■ EXTRACTED DATA ■
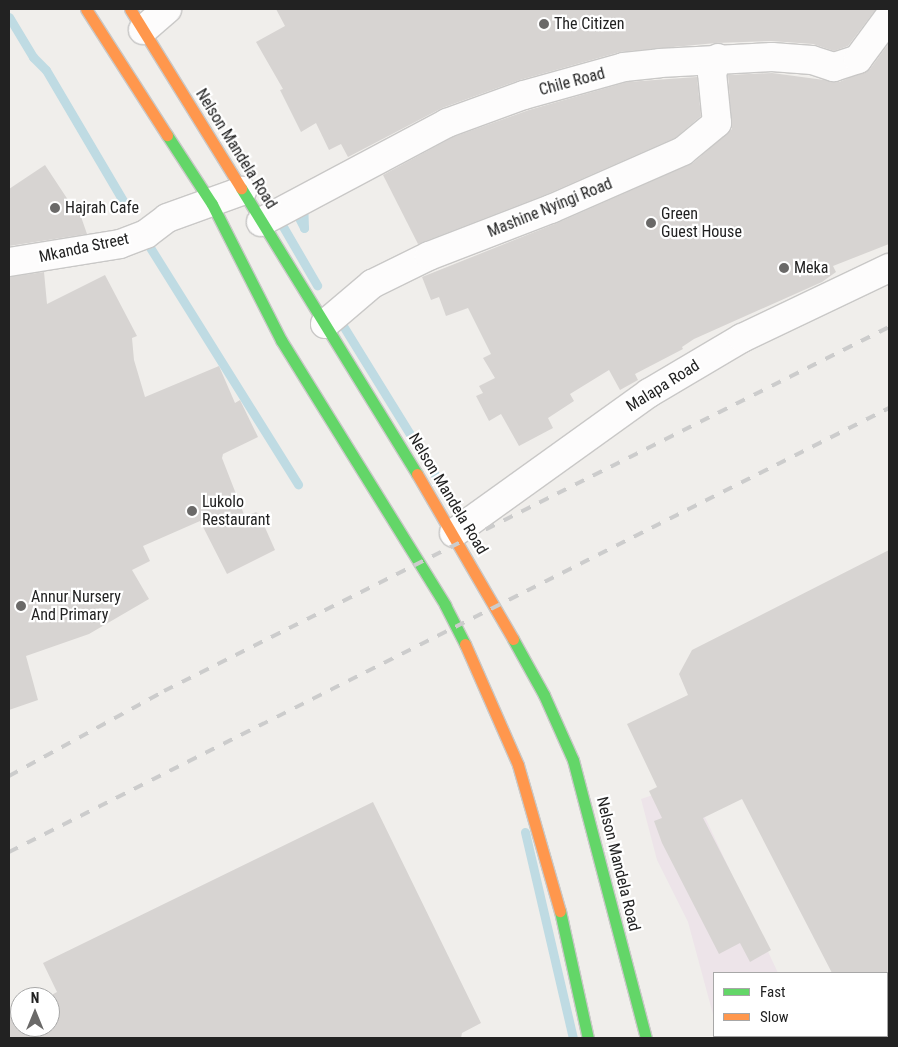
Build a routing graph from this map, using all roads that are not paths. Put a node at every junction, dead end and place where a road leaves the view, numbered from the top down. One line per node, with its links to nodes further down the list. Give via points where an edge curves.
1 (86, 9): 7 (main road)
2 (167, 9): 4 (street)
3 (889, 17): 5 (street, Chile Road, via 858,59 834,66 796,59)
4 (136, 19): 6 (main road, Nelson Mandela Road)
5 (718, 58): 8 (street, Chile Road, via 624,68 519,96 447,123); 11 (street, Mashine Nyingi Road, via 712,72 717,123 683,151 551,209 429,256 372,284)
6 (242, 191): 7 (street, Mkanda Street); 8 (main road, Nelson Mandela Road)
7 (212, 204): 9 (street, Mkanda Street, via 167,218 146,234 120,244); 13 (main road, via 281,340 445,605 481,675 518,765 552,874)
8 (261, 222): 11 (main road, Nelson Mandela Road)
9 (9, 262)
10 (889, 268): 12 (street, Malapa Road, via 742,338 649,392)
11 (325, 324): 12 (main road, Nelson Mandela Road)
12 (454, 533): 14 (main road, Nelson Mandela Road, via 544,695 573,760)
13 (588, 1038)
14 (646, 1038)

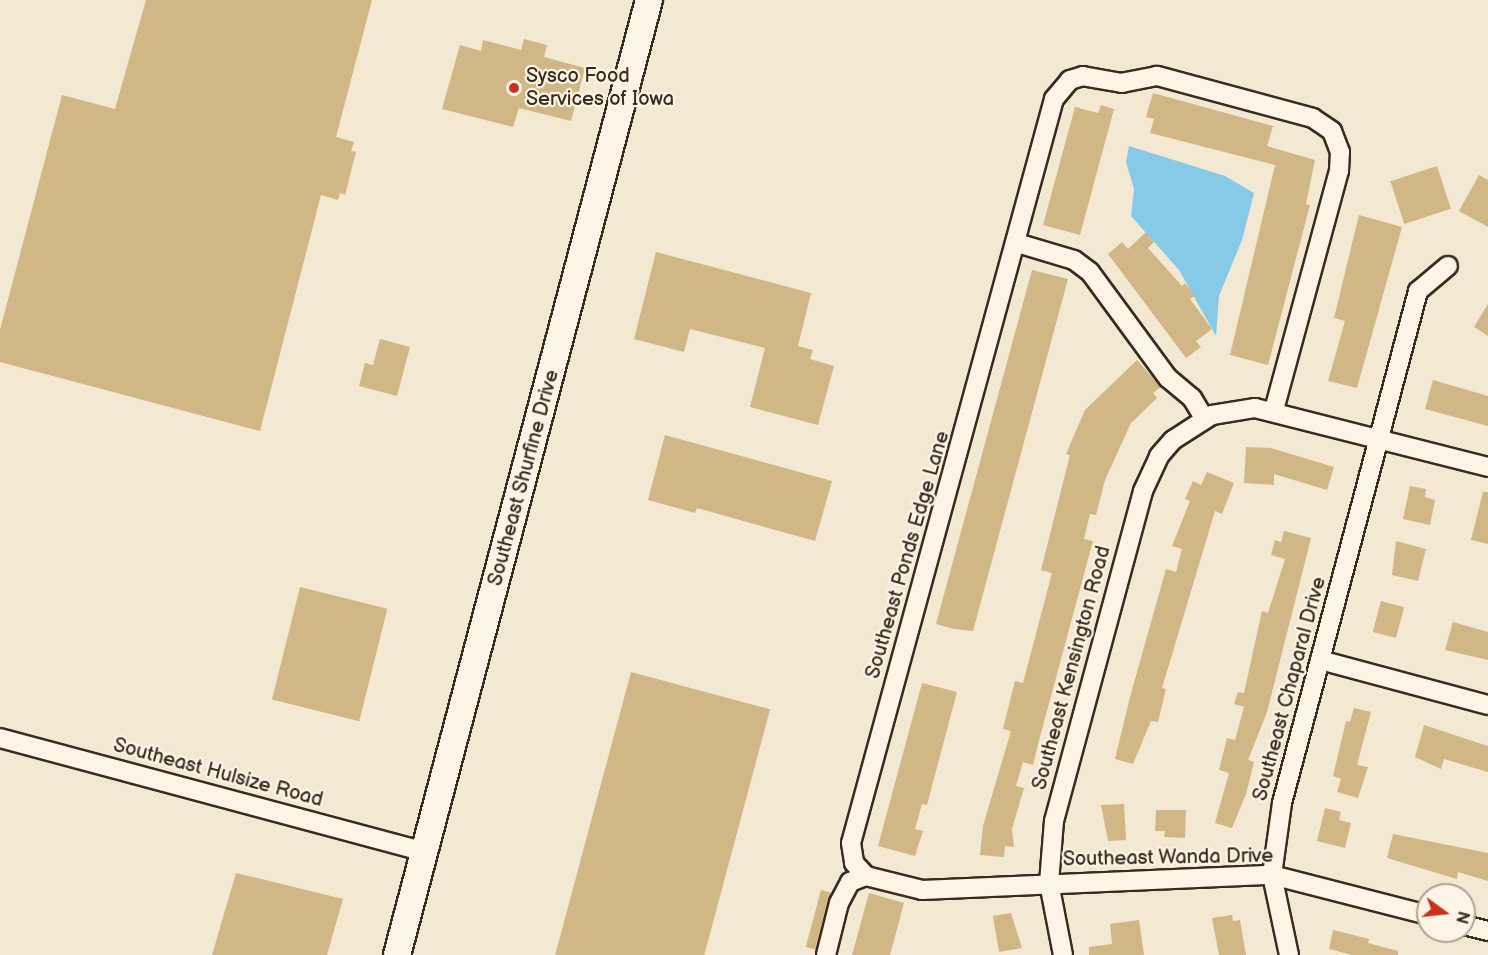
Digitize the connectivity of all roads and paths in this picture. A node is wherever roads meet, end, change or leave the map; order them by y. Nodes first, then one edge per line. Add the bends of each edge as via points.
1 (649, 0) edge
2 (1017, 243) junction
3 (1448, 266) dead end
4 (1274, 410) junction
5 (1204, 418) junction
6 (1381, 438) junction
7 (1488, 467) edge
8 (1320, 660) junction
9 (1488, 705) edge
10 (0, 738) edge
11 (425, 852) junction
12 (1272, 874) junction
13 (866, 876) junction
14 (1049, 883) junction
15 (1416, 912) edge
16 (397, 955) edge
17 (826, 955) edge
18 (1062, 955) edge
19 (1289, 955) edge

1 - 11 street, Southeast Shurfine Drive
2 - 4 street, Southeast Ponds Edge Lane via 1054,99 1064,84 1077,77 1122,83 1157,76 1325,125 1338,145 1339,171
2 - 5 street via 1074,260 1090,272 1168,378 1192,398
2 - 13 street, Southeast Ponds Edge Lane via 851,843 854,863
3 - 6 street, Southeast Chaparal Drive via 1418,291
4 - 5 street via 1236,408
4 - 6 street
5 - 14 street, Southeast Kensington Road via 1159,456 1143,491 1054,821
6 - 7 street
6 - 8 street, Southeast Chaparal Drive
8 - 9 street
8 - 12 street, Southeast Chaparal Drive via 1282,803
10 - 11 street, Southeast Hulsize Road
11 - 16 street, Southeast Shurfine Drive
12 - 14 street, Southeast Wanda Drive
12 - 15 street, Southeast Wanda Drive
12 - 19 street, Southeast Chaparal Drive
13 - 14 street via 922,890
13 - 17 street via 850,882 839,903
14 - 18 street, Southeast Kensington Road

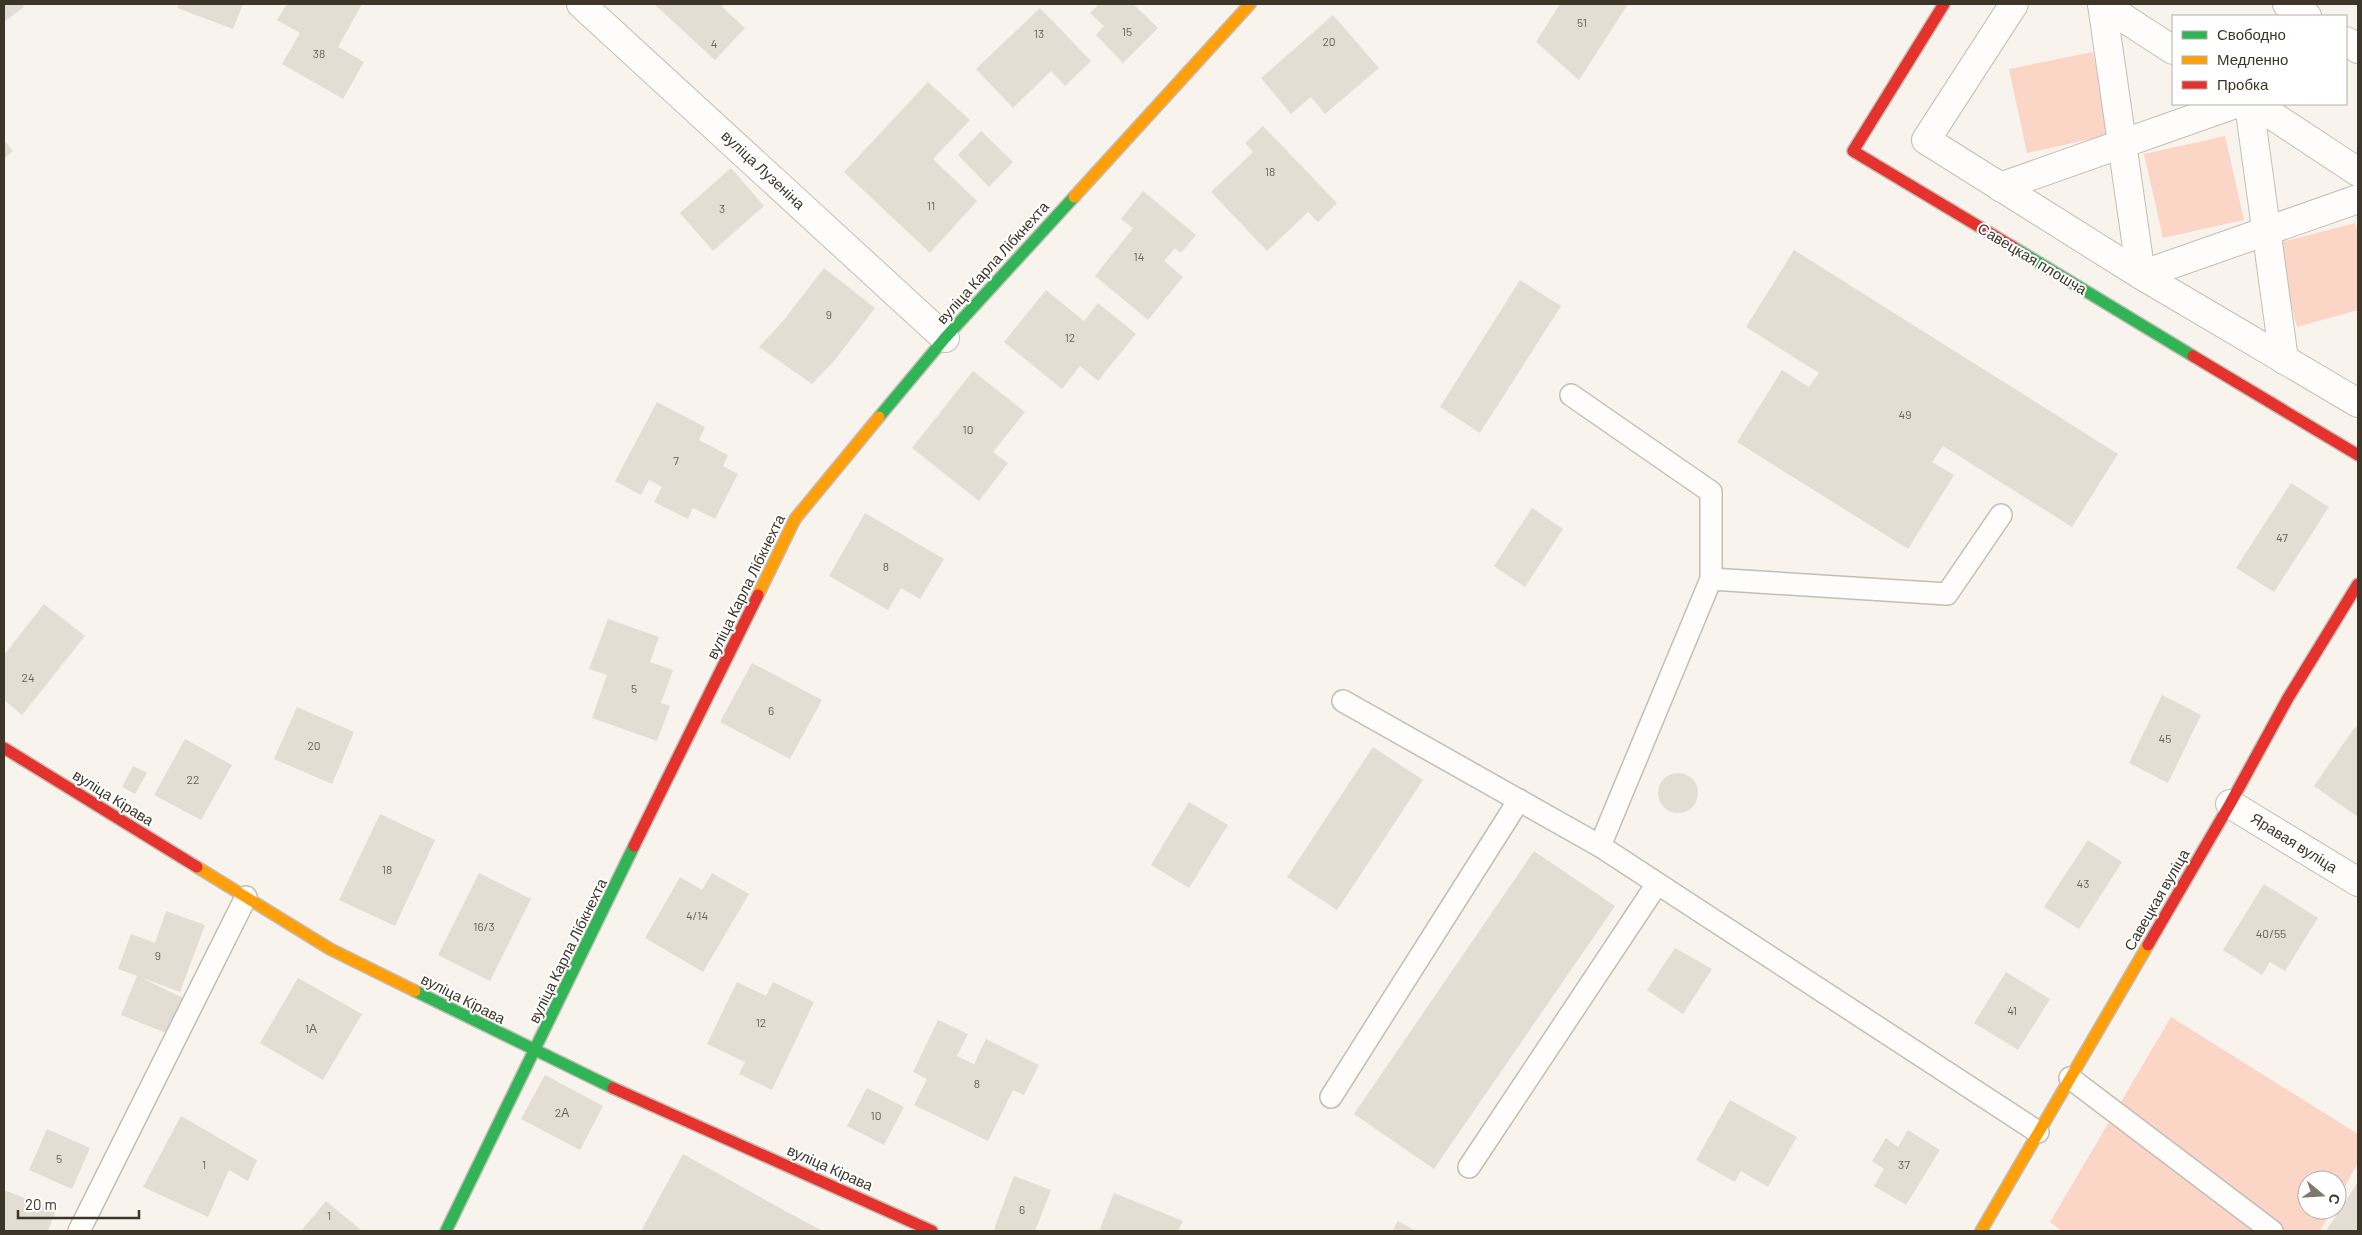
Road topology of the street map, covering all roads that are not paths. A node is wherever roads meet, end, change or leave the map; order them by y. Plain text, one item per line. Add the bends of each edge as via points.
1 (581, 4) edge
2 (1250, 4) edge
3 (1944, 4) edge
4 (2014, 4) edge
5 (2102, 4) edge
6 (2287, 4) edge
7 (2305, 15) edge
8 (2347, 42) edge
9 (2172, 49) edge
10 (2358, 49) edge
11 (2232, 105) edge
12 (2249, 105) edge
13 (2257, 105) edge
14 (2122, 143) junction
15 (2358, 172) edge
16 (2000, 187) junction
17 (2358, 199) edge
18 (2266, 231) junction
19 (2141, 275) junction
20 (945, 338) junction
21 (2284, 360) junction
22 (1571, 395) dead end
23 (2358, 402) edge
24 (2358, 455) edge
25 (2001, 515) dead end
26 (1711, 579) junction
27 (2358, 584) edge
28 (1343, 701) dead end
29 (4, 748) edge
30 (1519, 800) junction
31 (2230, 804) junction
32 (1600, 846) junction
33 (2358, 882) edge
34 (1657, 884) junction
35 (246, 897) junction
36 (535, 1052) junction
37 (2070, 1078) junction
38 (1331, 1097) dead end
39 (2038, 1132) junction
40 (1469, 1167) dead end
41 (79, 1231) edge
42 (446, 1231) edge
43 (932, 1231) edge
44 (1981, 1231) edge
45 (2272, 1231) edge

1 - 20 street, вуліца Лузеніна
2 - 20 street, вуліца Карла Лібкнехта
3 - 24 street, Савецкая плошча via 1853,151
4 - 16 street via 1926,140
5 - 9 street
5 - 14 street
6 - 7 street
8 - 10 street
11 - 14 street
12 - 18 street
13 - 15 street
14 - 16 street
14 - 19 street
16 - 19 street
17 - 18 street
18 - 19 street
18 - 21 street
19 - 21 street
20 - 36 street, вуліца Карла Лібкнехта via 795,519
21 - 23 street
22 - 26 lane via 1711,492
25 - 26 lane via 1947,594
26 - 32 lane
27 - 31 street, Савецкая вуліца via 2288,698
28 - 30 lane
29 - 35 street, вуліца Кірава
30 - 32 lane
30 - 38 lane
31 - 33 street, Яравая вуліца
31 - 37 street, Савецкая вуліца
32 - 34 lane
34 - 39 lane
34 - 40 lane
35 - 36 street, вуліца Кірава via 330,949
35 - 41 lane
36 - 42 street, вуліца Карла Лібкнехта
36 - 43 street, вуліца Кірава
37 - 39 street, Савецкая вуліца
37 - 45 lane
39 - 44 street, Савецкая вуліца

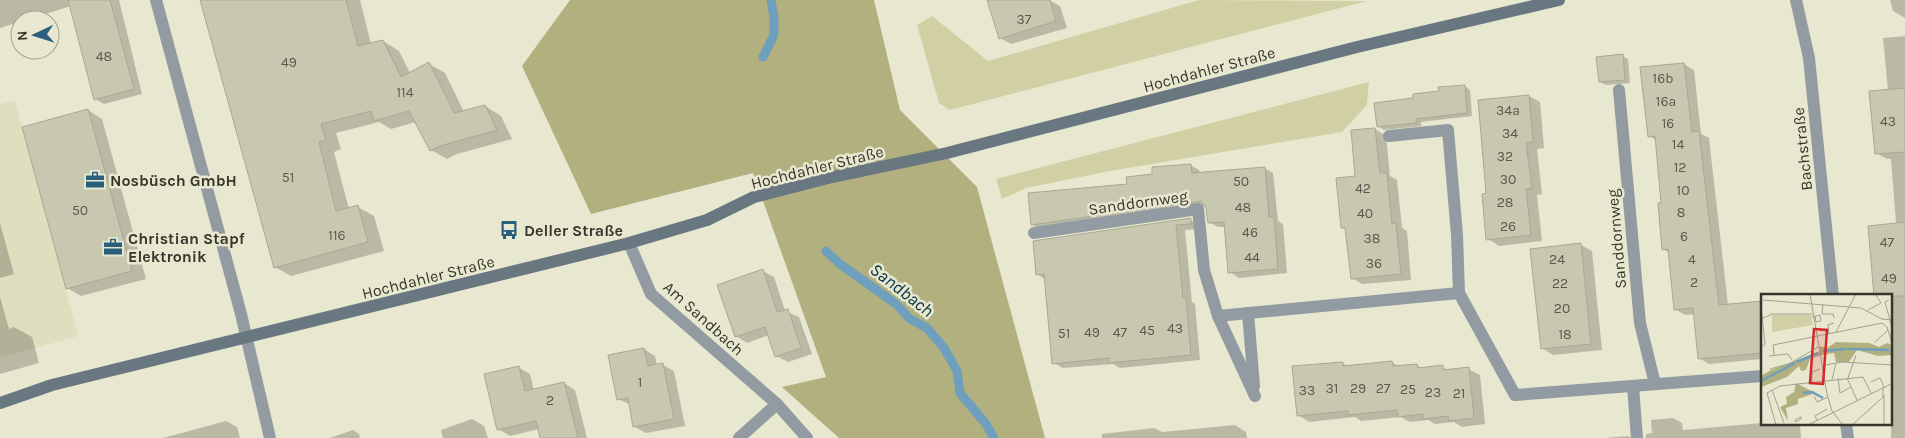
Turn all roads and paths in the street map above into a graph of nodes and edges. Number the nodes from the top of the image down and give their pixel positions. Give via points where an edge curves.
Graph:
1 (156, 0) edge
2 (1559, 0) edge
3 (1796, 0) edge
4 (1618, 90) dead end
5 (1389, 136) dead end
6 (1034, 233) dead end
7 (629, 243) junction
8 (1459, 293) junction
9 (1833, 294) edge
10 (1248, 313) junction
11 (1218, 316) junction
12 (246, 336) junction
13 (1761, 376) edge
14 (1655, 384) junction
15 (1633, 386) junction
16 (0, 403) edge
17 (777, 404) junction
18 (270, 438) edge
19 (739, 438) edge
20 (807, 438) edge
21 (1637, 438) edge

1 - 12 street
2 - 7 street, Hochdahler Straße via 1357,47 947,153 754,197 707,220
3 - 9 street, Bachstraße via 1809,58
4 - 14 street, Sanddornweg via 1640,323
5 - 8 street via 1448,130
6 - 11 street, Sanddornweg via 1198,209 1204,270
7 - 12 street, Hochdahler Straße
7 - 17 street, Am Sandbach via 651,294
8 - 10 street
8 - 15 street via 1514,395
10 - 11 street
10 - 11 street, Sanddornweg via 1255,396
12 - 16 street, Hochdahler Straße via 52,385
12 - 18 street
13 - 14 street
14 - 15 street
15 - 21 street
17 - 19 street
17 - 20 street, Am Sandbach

■ ACTIVITY ■
When a line among the entries contains "Лібкнехта", pull that line out.

■ RESPONSE TO THE TASK ■
2 - 20 street, вуліца Карла Лібкнехта
20 - 36 street, вуліца Карла Лібкнехта via 795,519
36 - 42 street, вуліца Карла Лібкнехта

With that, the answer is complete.